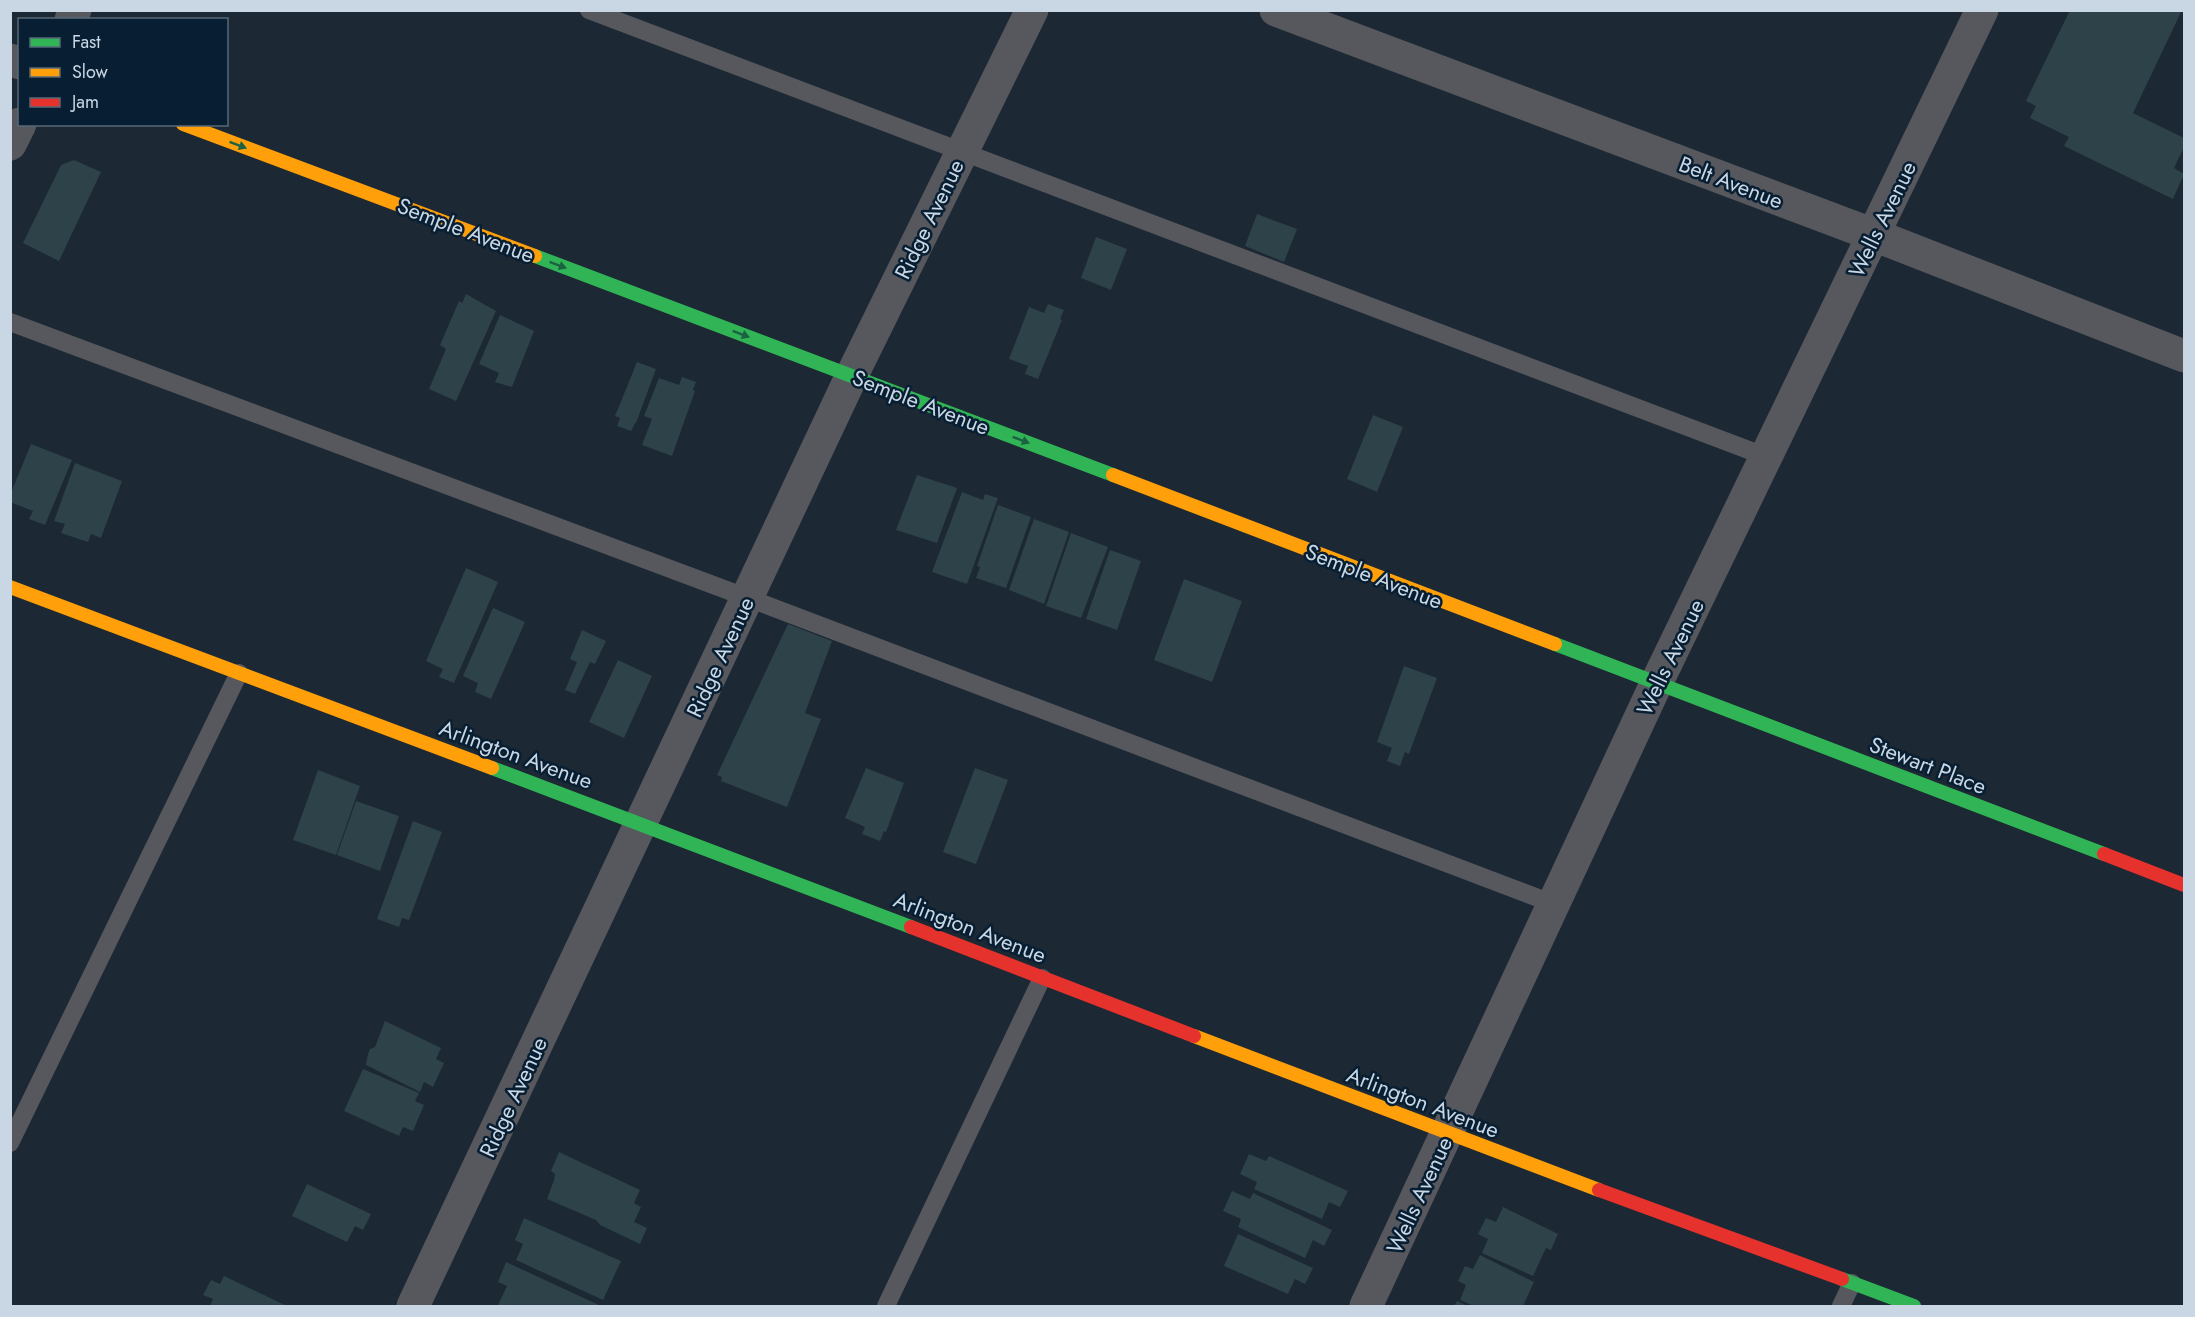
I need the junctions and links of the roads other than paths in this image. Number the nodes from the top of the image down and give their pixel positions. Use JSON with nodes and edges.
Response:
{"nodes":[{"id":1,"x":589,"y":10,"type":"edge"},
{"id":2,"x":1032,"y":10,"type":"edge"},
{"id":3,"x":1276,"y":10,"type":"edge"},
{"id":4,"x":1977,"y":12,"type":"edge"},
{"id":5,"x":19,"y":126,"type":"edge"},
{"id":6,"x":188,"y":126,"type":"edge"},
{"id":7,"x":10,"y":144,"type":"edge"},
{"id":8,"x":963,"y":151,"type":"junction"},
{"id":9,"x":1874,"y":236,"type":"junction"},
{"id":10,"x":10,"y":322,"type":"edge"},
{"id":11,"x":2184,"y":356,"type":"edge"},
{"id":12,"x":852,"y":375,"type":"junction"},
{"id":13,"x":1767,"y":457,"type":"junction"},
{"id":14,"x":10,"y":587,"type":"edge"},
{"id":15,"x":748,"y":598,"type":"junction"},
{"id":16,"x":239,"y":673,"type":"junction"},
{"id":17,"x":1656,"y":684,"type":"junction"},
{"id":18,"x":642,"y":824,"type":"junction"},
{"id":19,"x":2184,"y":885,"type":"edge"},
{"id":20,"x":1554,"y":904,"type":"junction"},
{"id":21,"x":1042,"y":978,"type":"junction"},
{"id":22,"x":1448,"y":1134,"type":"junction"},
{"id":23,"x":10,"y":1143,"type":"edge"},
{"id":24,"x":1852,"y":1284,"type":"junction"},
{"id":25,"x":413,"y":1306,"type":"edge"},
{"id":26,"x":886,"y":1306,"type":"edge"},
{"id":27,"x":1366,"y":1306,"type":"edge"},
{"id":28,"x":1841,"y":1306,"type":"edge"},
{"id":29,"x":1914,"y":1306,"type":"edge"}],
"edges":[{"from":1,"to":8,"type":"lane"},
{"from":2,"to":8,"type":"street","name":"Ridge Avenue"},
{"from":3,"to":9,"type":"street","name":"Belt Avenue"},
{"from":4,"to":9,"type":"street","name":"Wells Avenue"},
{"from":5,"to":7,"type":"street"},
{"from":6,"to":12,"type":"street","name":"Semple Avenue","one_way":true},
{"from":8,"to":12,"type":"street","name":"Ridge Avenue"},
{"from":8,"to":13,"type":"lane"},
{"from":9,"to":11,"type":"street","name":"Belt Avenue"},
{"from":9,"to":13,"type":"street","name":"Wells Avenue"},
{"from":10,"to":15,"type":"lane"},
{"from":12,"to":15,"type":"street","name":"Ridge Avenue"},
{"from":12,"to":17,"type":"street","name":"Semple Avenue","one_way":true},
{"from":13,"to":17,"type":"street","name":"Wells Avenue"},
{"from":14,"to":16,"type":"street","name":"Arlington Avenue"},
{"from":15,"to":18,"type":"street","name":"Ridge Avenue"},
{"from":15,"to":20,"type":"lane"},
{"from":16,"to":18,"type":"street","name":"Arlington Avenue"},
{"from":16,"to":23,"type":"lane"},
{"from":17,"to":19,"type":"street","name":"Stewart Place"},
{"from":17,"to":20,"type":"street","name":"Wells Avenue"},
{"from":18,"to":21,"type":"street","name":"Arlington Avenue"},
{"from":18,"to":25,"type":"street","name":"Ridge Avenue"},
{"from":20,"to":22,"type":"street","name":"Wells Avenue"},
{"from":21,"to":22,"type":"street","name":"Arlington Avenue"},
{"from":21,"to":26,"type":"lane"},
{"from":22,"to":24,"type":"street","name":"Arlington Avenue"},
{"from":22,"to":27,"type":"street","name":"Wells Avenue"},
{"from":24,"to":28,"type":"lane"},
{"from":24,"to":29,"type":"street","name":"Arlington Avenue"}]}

TASK BRIEF: For every line above, produce an exact transcription that omits the images.

WRITTEN RESPONSE:
I need the junctions and links of the roads other than paths in this image. Number the nodes from the top of the image down and give their pixel positions. Use JSON with nodes and edges.
Response:
{"nodes":[{"id":1,"x":589,"y":10,"type":"edge"},
{"id":2,"x":1032,"y":10,"type":"edge"},
{"id":3,"x":1276,"y":10,"type":"edge"},
{"id":4,"x":1977,"y":12,"type":"edge"},
{"id":5,"x":19,"y":126,"type":"edge"},
{"id":6,"x":188,"y":126,"type":"edge"},
{"id":7,"x":10,"y":144,"type":"edge"},
{"id":8,"x":963,"y":151,"type":"junction"},
{"id":9,"x":1874,"y":236,"type":"junction"},
{"id":10,"x":10,"y":322,"type":"edge"},
{"id":11,"x":2184,"y":356,"type":"edge"},
{"id":12,"x":852,"y":375,"type":"junction"},
{"id":13,"x":1767,"y":457,"type":"junction"},
{"id":14,"x":10,"y":587,"type":"edge"},
{"id":15,"x":748,"y":598,"type":"junction"},
{"id":16,"x":239,"y":673,"type":"junction"},
{"id":17,"x":1656,"y":684,"type":"junction"},
{"id":18,"x":642,"y":824,"type":"junction"},
{"id":19,"x":2184,"y":885,"type":"edge"},
{"id":20,"x":1554,"y":904,"type":"junction"},
{"id":21,"x":1042,"y":978,"type":"junction"},
{"id":22,"x":1448,"y":1134,"type":"junction"},
{"id":23,"x":10,"y":1143,"type":"edge"},
{"id":24,"x":1852,"y":1284,"type":"junction"},
{"id":25,"x":413,"y":1306,"type":"edge"},
{"id":26,"x":886,"y":1306,"type":"edge"},
{"id":27,"x":1366,"y":1306,"type":"edge"},
{"id":28,"x":1841,"y":1306,"type":"edge"},
{"id":29,"x":1914,"y":1306,"type":"edge"}],
"edges":[{"from":1,"to":8,"type":"lane"},
{"from":2,"to":8,"type":"street","name":"Ridge Avenue"},
{"from":3,"to":9,"type":"street","name":"Belt Avenue"},
{"from":4,"to":9,"type":"street","name":"Wells Avenue"},
{"from":5,"to":7,"type":"street"},
{"from":6,"to":12,"type":"street","name":"Semple Avenue","one_way":true},
{"from":8,"to":12,"type":"street","name":"Ridge Avenue"},
{"from":8,"to":13,"type":"lane"},
{"from":9,"to":11,"type":"street","name":"Belt Avenue"},
{"from":9,"to":13,"type":"street","name":"Wells Avenue"},
{"from":10,"to":15,"type":"lane"},
{"from":12,"to":15,"type":"street","name":"Ridge Avenue"},
{"from":12,"to":17,"type":"street","name":"Semple Avenue","one_way":true},
{"from":13,"to":17,"type":"street","name":"Wells Avenue"},
{"from":14,"to":16,"type":"street","name":"Arlington Avenue"},
{"from":15,"to":18,"type":"street","name":"Ridge Avenue"},
{"from":15,"to":20,"type":"lane"},
{"from":16,"to":18,"type":"street","name":"Arlington Avenue"},
{"from":16,"to":23,"type":"lane"},
{"from":17,"to":19,"type":"street","name":"Stewart Place"},
{"from":17,"to":20,"type":"street","name":"Wells Avenue"},
{"from":18,"to":21,"type":"street","name":"Arlington Avenue"},
{"from":18,"to":25,"type":"street","name":"Ridge Avenue"},
{"from":20,"to":22,"type":"street","name":"Wells Avenue"},
{"from":21,"to":22,"type":"street","name":"Arlington Avenue"},
{"from":21,"to":26,"type":"lane"},
{"from":22,"to":24,"type":"street","name":"Arlington Avenue"},
{"from":22,"to":27,"type":"street","name":"Wells Avenue"},
{"from":24,"to":28,"type":"lane"},
{"from":24,"to":29,"type":"street","name":"Arlington Avenue"}]}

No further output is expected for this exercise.